Powerbook Ti DVI (mobility 7000)

Anyone try a PC Radeon 9100 PCI with MacOS 8-9-rhapsody?

Radeon 9100 PCI for pc is essentially a Radeon 8500 on PCI and slightly lower frequency.  It's uncommon and somewhat unpopular. https://www.techpowerup.com/gpu-specs/radeon-9100-pci.c805https://www.techpowerup.com/gpu-specs/radeon-9100-pci.c805.  I hope the ATI MacOS 8-9 system extensions work transparently...

Is there a way to override the primary display card through open firmware or other means?  E.g. if I have a Rage 128 AGP & Rage 128 PCI, how do I truncate the AGP and startup MacOS 8-9-rhapsody with the PCI card?  I know this works on Linux by editing xorg.conf, but not sure about open firmware and/or MacOS...

Thanks

 

Cory5412

Daring Pioneer of the Future
Staff member
To answer the second part of this: In general, if you have a PCI video card installed, but not an AGP one, it should just use the PCI video card. You can set your "primary" monitor in the OS to any monitor connected to any card that the system recognizes.

For the first part of your question: There are PCI-based Radeon Mac Edition and Radeon 7000 cards that should work in Mac PCI slots as well, they're somewhat common as upgrades for older PCI based PowerMacs. I don't know about the 9100 in particular, though.

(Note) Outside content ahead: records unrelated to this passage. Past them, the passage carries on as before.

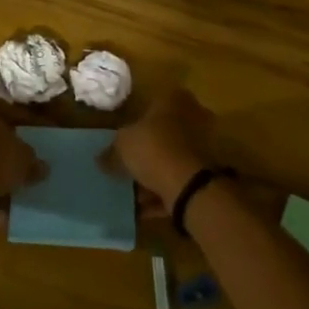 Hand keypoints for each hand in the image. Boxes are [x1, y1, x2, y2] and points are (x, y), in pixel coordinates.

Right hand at [112, 88, 213, 213]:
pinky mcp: (206, 173)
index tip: (125, 135)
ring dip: (154, 174)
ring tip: (133, 191)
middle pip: (164, 132)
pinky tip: (143, 208)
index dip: (138, 119)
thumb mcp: (121, 146)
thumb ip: (110, 152)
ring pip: (172, 158)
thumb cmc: (153, 149)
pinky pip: (178, 181)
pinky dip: (162, 193)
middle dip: (147, 149)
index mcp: (173, 101)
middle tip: (128, 164)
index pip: (155, 101)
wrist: (189, 184)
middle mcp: (193, 118)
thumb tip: (101, 158)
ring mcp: (202, 146)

In general, there are Mac-specific versions of these cards, so it's basically up to whether anybody made a firmware for it.

 

Franklinstein

Well-known member
A number of PC ATI video cards will work in a Mac but often you'll need to move a resistor or two and flash it to a Mac firmware. The Mac Elite wikidownloads2 page has a pretty good listing of cards that are hackable but you'll likely need a PC to do the flashing.

For video card functionality on a Mac, it depends on which model: if it has built-in video and you install a NuBus or PCI card, the Mac will go to whichever device has something plugged into it, so if you have two displays connected, your onboard video will run as your main screen by default; the secondary card should come up once the desktop loads, but it won't be your primary display. If nothing is plugged into either card at boot time (such as it may be with an old unpowered display switcher), it will default to onboard video regardless.

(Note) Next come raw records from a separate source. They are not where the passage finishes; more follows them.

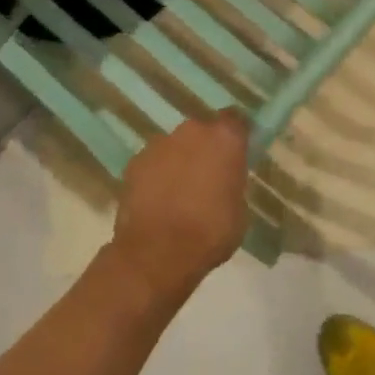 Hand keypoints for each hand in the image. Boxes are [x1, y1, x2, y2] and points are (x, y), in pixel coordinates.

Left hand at [111, 112, 250, 296]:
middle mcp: (193, 131)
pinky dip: (157, 175)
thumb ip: (233, 183)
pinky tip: (159, 200)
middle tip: (209, 176)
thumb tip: (225, 182)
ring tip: (181, 192)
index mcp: (225, 138)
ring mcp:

If you're using a Mac with expansion card-based video and add a second video card, I believe the Mac defaults to whichever one is first in the PCI slot order (so a card in slot A1 would load before one in B2). AGP would always be the primary display.

 

Cory5412

Daring Pioneer of the Future
Staff member
AGP would always be the primary display.




What's "primary" in this context? I may need to pull out a display and poke at this, because on OS X, you can set your "primary" display (the one that has your dock and menubar) to be any monitor you want, connected to any GPU you want. In a PowerMac context, this would include a PCI card, even if you had an AGP one.

I presume, but perhaps falsely, that Classic Mac OS would do the same.